On the primary server, we create a standard non-partitioned table:

CREATE TABLE public.orders (
    order_id bigint NOT NULL,
    customer_id bigint NOT NULL,
    order_status varchar(50),
    order_date timestamp NOT NULL,
    total_amount numeric(12,2),
    shipping_address text,
    CONSTRAINT orders_pkey PRIMARY KEY (order_id)
);

Let’s insert some sample data:

#Inserting only 5 records for testing purpose
INSERT INTO orders VALUES 
(1001, 5001, 'COMPLETED', '2025-01-05 10:30:00', 299.99, '123 Main St, New York'),
(1002, 5002, 'PENDING', '2025-01-05 11:15:00', 149.50, '456 Oak Ave, Boston'),
(1003, 5003, 'SHIPPED', '2025-01-05 12:00:00', 599.00, '789 Pine Rd, Chicago'),
(1004, 5001, 'COMPLETED', '2025-01-05 14:30:00', 89.99, '123 Main St, New York'),
(1005, 5004, 'PROCESSING', '2025-01-05 15:45:00', 1299.00, '321 Elm St, Seattle');

2. Creating the Partitioned Table on Analytics Server

On the Analytics server, we create the same table structure but with partitioning by range on the order_date column:

CREATE TABLE public.orders (
    order_id bigint NOT NULL,
    customer_id bigint NOT NULL,
    order_status varchar(50),
    order_date timestamp NOT NULL,
    total_amount numeric(12,2),
    shipping_address text,
    CONSTRAINT orders_pkey PRIMARY KEY (order_id, order_date)
) PARTITION BY RANGE (order_date);

Create partitions for data management:

-- Create monthly partitions
CREATE TABLE orders_2025_12 PARTITION OF orders
    FOR VALUES FROM ('2025-12-01') TO ('2026-01-01');

CREATE TABLE orders_2026_01 PARTITION OF orders
    FOR VALUES FROM ('2026-01-01') TO ('2026-02-01');

CREATE TABLE orders_2026_02 PARTITION OF orders
    FOR VALUES FROM ('2026-02-01') TO ('2026-03-01');

Note: The partition key (order_date) must be included in the primary key constraint. This is a critical requirement for logical replication to work correctly between non-partitioned and partitioned tables.

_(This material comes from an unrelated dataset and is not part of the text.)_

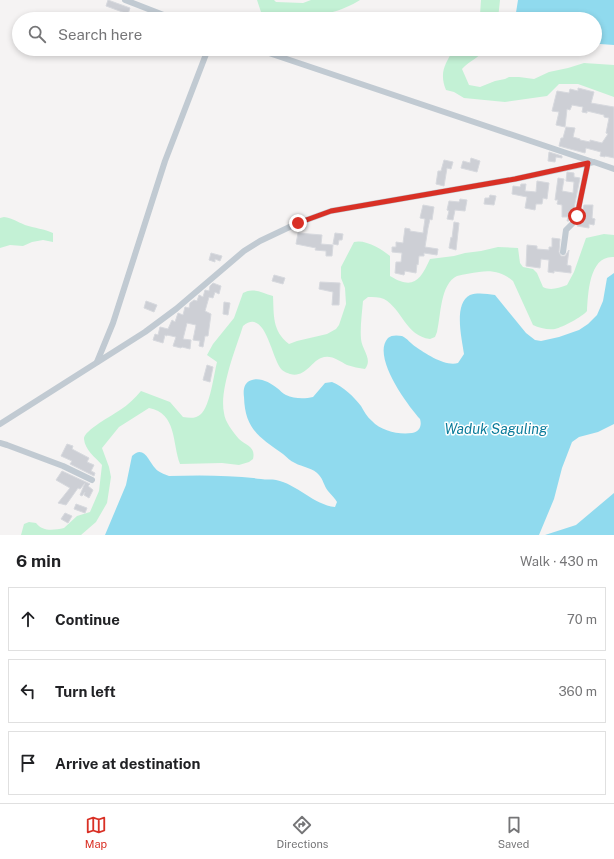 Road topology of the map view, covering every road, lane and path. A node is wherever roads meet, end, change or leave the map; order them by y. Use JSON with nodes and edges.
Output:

3. Setting Replica Identity on Primary Server

For replication between non-partitioned and partitioned tables, we must set the replica identity to FULL:

ALTER TABLE orders REPLICA IDENTITY FULL;

Verify the setting

SELECT relname, relreplident 
FROM pg_class 
WHERE relname = 'orders';

The relreplident column should show f for FULL.

Why replica identity FULL?

When replicating to a partitioned table where the primary key includes the partition key, PostgreSQL needs complete row information to correctly identify and route updates to the appropriate partition.

4. Creating the Publication

Create a publication for the orders table and configure it to exclude DELETE operations:

#Create the publication
CREATE PUBLICATION orders_pub FOR TABLE orders;

#Configure to replicate only INSERT and UPDATE
ALTER PUBLICATION orders_pub SET (publish = 'insert,update');

Verify the configuration

SELECT pubname, pubinsert, pubupdate, pubdelete, pubtruncate 
FROM pg_publication 
WHERE pubname = 'orders_pub';

Output

 pubname    | pubinsert | pubupdate | pubdelete | pubtruncate 
------------+-----------+-----------+-----------+-------------
 orders_pub | t         | t         | f         | f

5. Creating the Subscription on Analytics Server

On the Analytics server, create the subscription:

CREATE SUBSCRIPTION orders_sub 
CONNECTION 'host=<Primary_IP_addr> port=<port> user=<replication_user> password=<password> dbname=<db_name>' 
PUBLICATION orders_pub 
WITH (copy_data = true);

Use copy_data = true for initial data synchronization. If data already exists on the analytics server, use copy_data = false.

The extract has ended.